Si bien han existido proyectos de ley para que una parte de la planta permanente del Estado sea para emplear a liberados, estos nunca fueron aprobados debido al fuerte rechazo social.
Ambroggi expone lo contradictorio de esta situación: «Es una especie de círculo vicioso, la gente enojada pide más penas, pero está demostrado que mayor castigo no soluciona el problema del delito».
Los propios números de reincidencia tampoco son confiables, ya que el Registro Nacional de Reincidencia (RNR) y el Sistema Nacional de Estadísticas sobre Ejecución de la Pena (SNEEP), solo cuentan a quienes se les ha aplicado la figura legal de «reincidente» en las condenas, cuando son muchos más quienes pasan por el sistema penitenciario, como por ejemplo el 46% de procesados que existen actualmente.
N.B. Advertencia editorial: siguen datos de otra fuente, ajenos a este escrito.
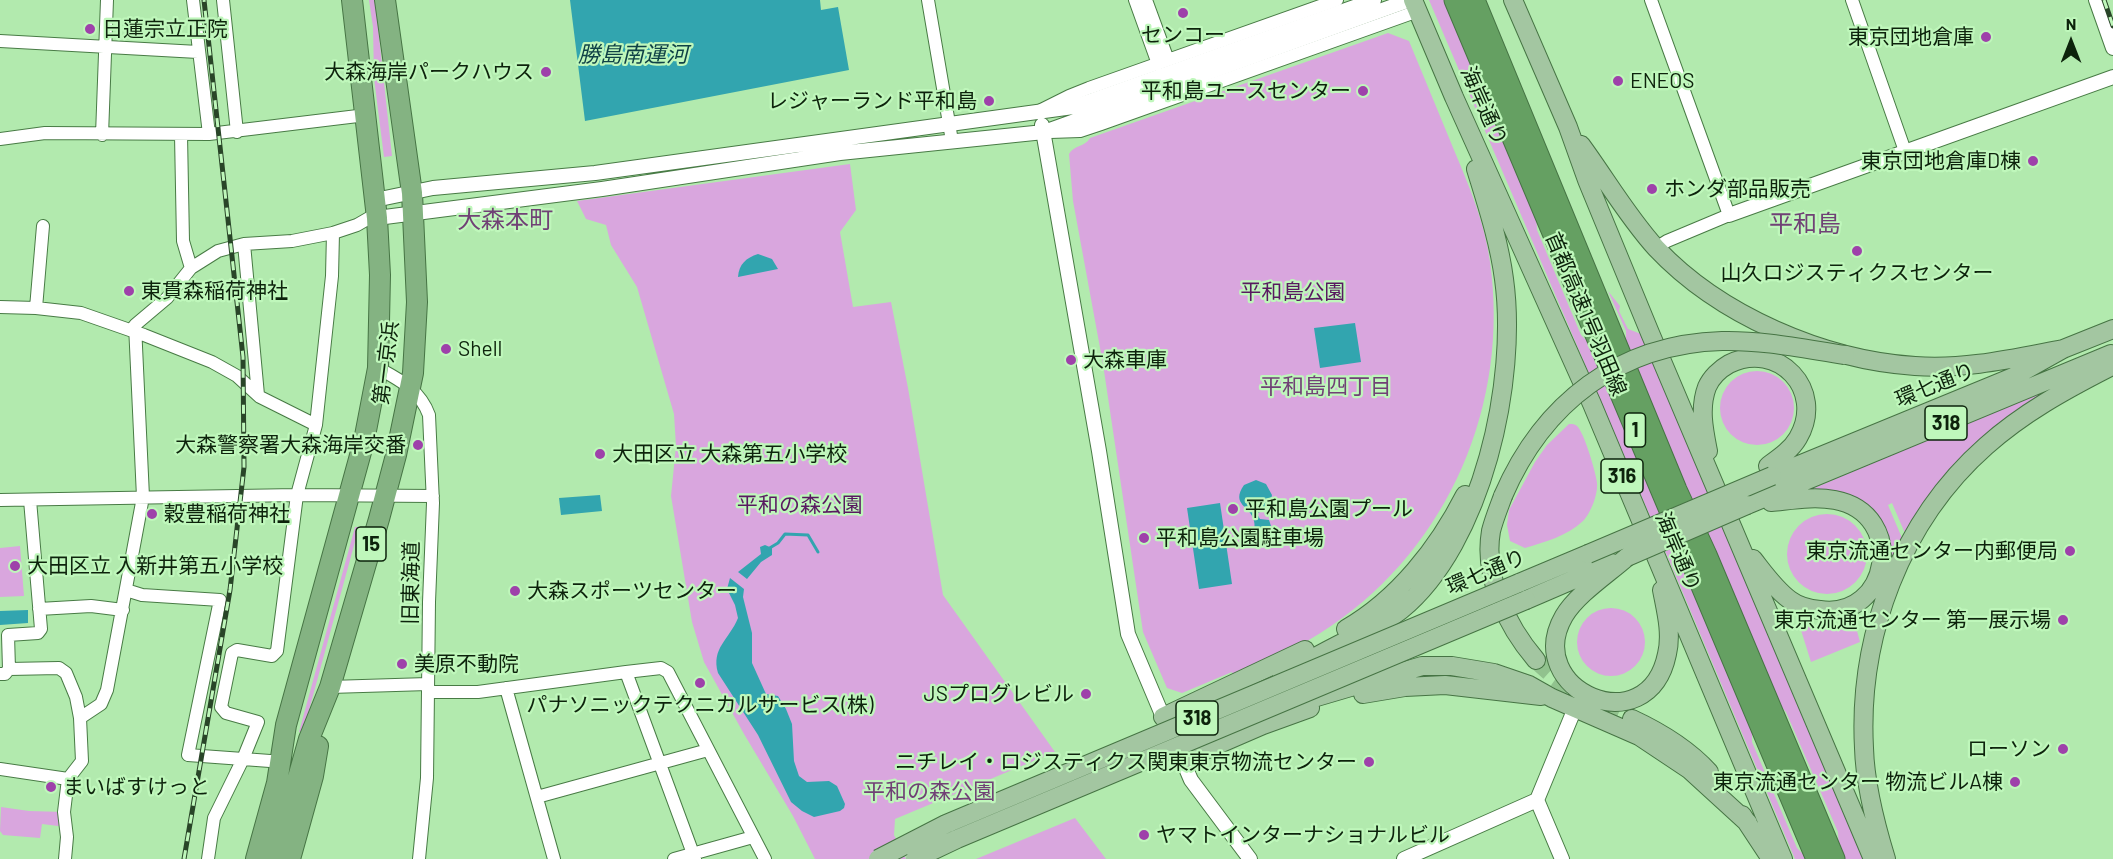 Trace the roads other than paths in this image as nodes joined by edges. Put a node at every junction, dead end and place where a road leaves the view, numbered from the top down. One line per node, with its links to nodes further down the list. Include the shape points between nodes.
1 (107, 0): 19 (street)
2 (193, 0): 21 (street)
3 (223, 0): 30 (street)
4 (352, 0): 27 (highway, 第一京浜 / 15)
5 (385, 0): 39 (highway, 第一京浜 / 15)
6 (928, 0): 28 (street)
7 (1135, 0): 22 (street)
8 (1146, 0): 22 (street)
9 (1337, 0): 22 (street)
10 (1374, 0): 23 (street)
11 (1455, 0): 120 (highway, 首都高速1号羽田線 / 1)
12 (1474, 0): 49 (highway, 首都高速1号羽田線 / 1)
13 (1651, 0): 41 (street)
14 (1852, 0): 37 (street)
15 (2096, 0): 20 (street)
16 (1517, 3): 29 (main road)
17 (1414, 4): 23 (street); 25 (main road, 海岸通り / 316); 31 (street, via 1101,124 1080,131)
18 (0, 41): 19 (street)
19 (105, 47): 21 (street); 33 (street)
20 (2113, 48)
21 (198, 52): 32 (street)
22 (1163, 62): 26 (street, via 1069,96)
23 (1206, 66): 26 (street, via 1073,107); 31 (street)
24 (2113, 77): 37 (street)
25 (1454, 96): 60 (main road, via 1504,278 1506,354); 71 (main road, 海岸通り / 316, via 1592,404)
26 (1040, 111): 28 (street); 31 (street)
27 (366, 115): 30 (street); 40 (highway, 第一京浜 / 15)
28 (949, 124): 36 (street); 39 (street, via 595,173 476,184)
29 (1568, 127): 45 (main road); 61 (main road)
30 (237, 132): 32 (street)
31 (1044, 132): 36 (street); 86 (street, via 1128,634)
32 (209, 134): 34 (street)
33 (102, 135): 34 (street); 35 (street, via 45,133)
34 (181, 135): 46 (street, via 183,242)
35 (0, 139)
36 (952, 141): 39 (street, via 840,153 602,189)
37 (1905, 151): 41 (street)
38 (1570, 202): 49 (highway)
39 (412, 203): 40 (street); 40 (street); 57 (highway, 第一京浜 / 15, via 417,302)
40 (376, 211): 43 (street, via 357,225); 56 (highway, 第一京浜 / 15, via 380,275)
41 (1729, 215): 45 (street)
42 (43, 226): 48 (street)
43 (333, 233): 44 (street, via 292,242); 59 (street)
44 (244, 244): 46 (street, via 218,252); 58 (street)
45 (1656, 248): 54 (main road, bridge, via 1700,286 1750,318)
46 (191, 268): 51 (street, via 167,298 135,325)
47 (0, 307): 48 (street)
48 (36, 308): 51 (street, via 81,313)
49 (1604, 312): 121 (highway, 首都高速1号羽田線 / 1)
50 (2113, 329): 52 (main road, 環七通り / 318)
51 (135, 332): 58 (street, via 212,362 237,376); 67 (street)
52 (2064, 349): 54 (main road, via 1965,365 1915,366); 62 (main road, 環七通り / 318, via 2013,377)
53 (2113, 354): 62 (main road, 環七通り / 318)
54 (1845, 355): 77 (main road, bridge, via 1722,341 1681,346 1608,372 1563,406 1536,435 1516,467 1491,530 1492,571 1499,598 1513,628)
55 (2113, 363): 123 (main road, via 2036,407 1985,446 1961,469 1907,547 1881,609 1864,695 1867,780)
56 (378, 368): 57 (street, 旧東海道); 64 (highway, 第一京浜 / 15)
57 (411, 387): 65 (highway, 第一京浜 / 15); 66 (street, 旧東海道, via 429,415)
58 (258, 395): 59 (street)
59 (316, 425): 63 (street)
60 (1491, 440): 84 (main road, bridge, via 1470,512 1447,556 1409,602 1391,616); 86 (main road, via 1441,536 1404,583 1380,605 1328,639)
61 (1713, 482): 62 (main road, via 1704,432 1708,387 1724,367 1737,360 1761,358 1794,374 1807,405 1798,438 1780,458); 70 (main road)
62 (1776, 484): 70 (main road, via 1811,498 1837,500 1869,517 1880,538 1882,561 1875,583 1848,607 1818,610 1799,605 1773,585); 72 (main road, 環七通り / 318, bridge, via 1748,506); 72 (main road, 環七通り / 318, bridge, via 1697,507)
63 (297, 495): 64 (street); 67 (street); 92 (street, via 277,651 273,656 237,650 232,654 221,708 226,714 258,723)
64 (351, 495): 65 (street); 90 (highway, 第一京浜 / 15)
65 (385, 496): 66 (street); 82 (highway, 第一京浜 / 15)
66 (433, 496): 80 (street, 旧東海道)
67 (143, 497): 69 (street); 73 (street)
68 (0, 500): 69 (street)
69 (30, 500): 75 (street)
70 (1737, 538): 122 (main road)
71 (1657, 562): 72 (main road, via 1668,629 1664,666 1641,694 1619,702 1596,700 1575,688 1562,671 1556,649 1563,618); 119 (main road, 海岸通り / 316)
72 (1595, 568): 74 (main road, 環七通り / 318)
73 (126, 590): 76 (street); 92 (street, via 142,595 220,600 188,755)
74 (1522, 591): 84 (main road, 環七通り / 318, bridge); 88 (main road, 環七通り / 318, bridge)
75 (39, 609): 76 (street, via 91,606); 78 (street, via 38,633 6,637)
76 (123, 610): 87 (street, via 105,696 101,704)
77 (1536, 660)
78 (4, 672): 87 (street, via 59,668 66,673)
79 (626, 672): 81 (street); 91 (street, via 661,668 668,672); 95 (street)
80 (428, 688): 81 (street, via 478,692); 82 (street); 109 (street, 旧東海道, via 427,778)
81 (506, 688): 98 (street)
82 (328, 693): 107 (highway, 第一京浜 / 15, via 309,739); 108 (highway, 15, via 313,776)
83 (1552, 698): 85 (main road); 88 (main road, bridge, via 1494,673 1436,665); 93 (main road, via 1445,685 1381,690 1297,712)
84 (1239, 700): 113 (main road, 環七通り / 318, bridge, via 946,824)
85 (1575, 708): 99 (street); 100 (main road, via 1665,752)
86 (1163, 717): 93 (street)
87 (80, 718): 97 (street, via 82,761)
88 (1245, 718): 114 (main road, 環七通り / 318, bridge)
89 (1632, 719): 100 (main road, via 1663,735 1705,768)
90 (286, 725): 94 (highway, 15); 106 (highway, 第一京浜 / 15, via 277,783)
91 (708, 750): 95 (street); 101 (street)
92 (243, 759): 94 (street); 104 (street, via 213,818)
93 (1182, 760): 115 (street, via 1191,780)
94 (270, 761): 105 (highway, 15)
95 (660, 763): 98 (street); 102 (street)
96 (0, 769): 97 (street)
97 (68, 779): 103 (street)
98 (537, 797): 110 (street)
99 (1537, 800): 116 (street); 117 (street)
100 (1748, 823): 118 (main road)
101 (753, 837): 102 (street); 112 (street)
102 (694, 856): 111 (street)
103 (65, 859)
104 (208, 859)
105 (243, 859)
106 (256, 859)
107 (275, 859)
108 (290, 859)
109 (418, 859)
110 (554, 859)
111 (674, 859)
112 (765, 859)
113 (878, 859)
114 (915, 859)
115 (1250, 859)
116 (1404, 859)
117 (1562, 859)
118 (1771, 859)
119 (1783, 859)
120 (1817, 859)
121 (1834, 859)
122 (1873, 859)
123 (1886, 859)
De allí que el CELIV tuvo que confeccionar sus propias encuestas en cárceles federales y provinciales.
Otro tanto sucede con la falta de información sobre la totalidad de vacantes educativas necesarias. Alonso explica la situación: «Al haber desaparecido a nivel nacional la modalidad de educación en contexto de encierro durante el macrismo, y luego con la pandemia, se dejó de medir. Ahora depende de cada jurisdicción y hay provincias que no tienen ningún organismo que se encargue del tema. Los últimos datos son de 2016, recién hoy se está trabajando en eso».
La situación, preocupante de por sí desde lo humano, también se puede analizar con una mirada más fría a partir de la relación costo-beneficio: en Argentina se gastan anualmente unos 10.000 dólares al año por cada preso –incluidos gastos relacionados directamente con los reclusos y otros accesorios–, 1.100 millones de dólares en total. Demasiado para no saber de qué sirvió esa inversión. En esta línea Bergman es contundente: «Estamos preocupados por sancionar, cuando el daño ya está hecho. Pero no vemos que al final, tarde o temprano todos salen y muchos volverán a delinquir. No podemos desentendernos de un problema de esa magnitud».